§ **WHAT YOU ARE ASKED TO DO**:
Repeat the data below exactly, dropping any pictures it holds.

§ **PROVIDED DATA**:
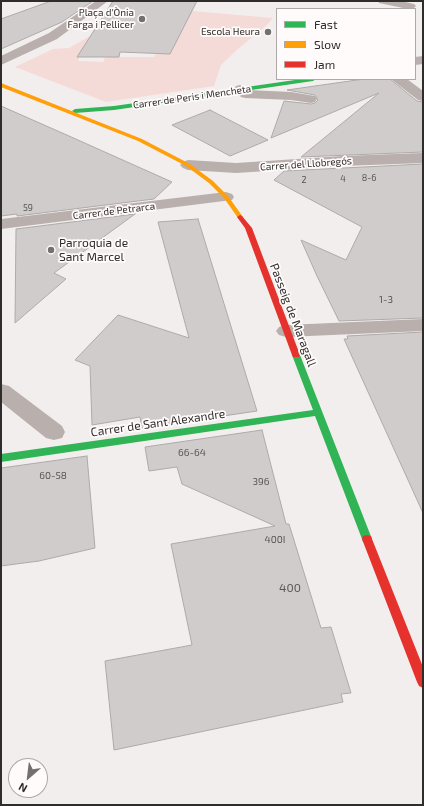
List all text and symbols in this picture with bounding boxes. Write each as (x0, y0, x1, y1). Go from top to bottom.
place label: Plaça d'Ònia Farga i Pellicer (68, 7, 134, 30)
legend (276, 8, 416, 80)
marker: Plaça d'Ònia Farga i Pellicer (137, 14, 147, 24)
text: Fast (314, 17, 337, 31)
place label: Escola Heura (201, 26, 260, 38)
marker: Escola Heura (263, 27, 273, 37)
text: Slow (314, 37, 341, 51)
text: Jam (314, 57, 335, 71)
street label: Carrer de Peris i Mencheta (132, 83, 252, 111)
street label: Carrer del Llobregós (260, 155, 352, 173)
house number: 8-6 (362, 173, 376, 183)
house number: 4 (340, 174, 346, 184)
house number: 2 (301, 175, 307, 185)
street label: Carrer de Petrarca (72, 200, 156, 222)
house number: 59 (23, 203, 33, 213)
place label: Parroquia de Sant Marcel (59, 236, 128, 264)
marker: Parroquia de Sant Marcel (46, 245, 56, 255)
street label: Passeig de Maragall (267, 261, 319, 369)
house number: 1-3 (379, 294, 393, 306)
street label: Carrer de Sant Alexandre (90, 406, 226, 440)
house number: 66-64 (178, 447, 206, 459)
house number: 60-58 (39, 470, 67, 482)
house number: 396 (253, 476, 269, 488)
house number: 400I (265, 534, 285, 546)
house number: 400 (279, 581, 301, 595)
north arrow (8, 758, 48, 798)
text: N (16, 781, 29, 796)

§ **RESPONSE BELOW**:
List all text and symbols in this picture with bounding boxes. Write each as (x0, y0, x1, y1). Go from top to bottom.
place label: Plaça d'Ònia Farga i Pellicer (68, 7, 134, 30)
legend (276, 8, 416, 80)
marker: Plaça d'Ònia Farga i Pellicer (137, 14, 147, 24)
text: Fast (314, 17, 337, 31)
place label: Escola Heura (201, 26, 260, 38)
marker: Escola Heura (263, 27, 273, 37)
text: Slow (314, 37, 341, 51)
text: Jam (314, 57, 335, 71)
street label: Carrer de Peris i Mencheta (132, 83, 252, 111)
street label: Carrer del Llobregós (260, 155, 352, 173)
house number: 8-6 (362, 173, 376, 183)
house number: 4 (340, 174, 346, 184)
house number: 2 (301, 175, 307, 185)
street label: Carrer de Petrarca (72, 200, 156, 222)
house number: 59 (23, 203, 33, 213)
place label: Parroquia de Sant Marcel (59, 236, 128, 264)
marker: Parroquia de Sant Marcel (46, 245, 56, 255)
street label: Passeig de Maragall (267, 261, 319, 369)
house number: 1-3 (379, 294, 393, 306)
street label: Carrer de Sant Alexandre (90, 406, 226, 440)
house number: 66-64 (178, 447, 206, 459)
house number: 60-58 (39, 470, 67, 482)
house number: 396 (253, 476, 269, 488)
house number: 400I (265, 534, 285, 546)
house number: 400 (279, 581, 301, 595)
north arrow (8, 758, 48, 798)
text: N (16, 781, 29, 796)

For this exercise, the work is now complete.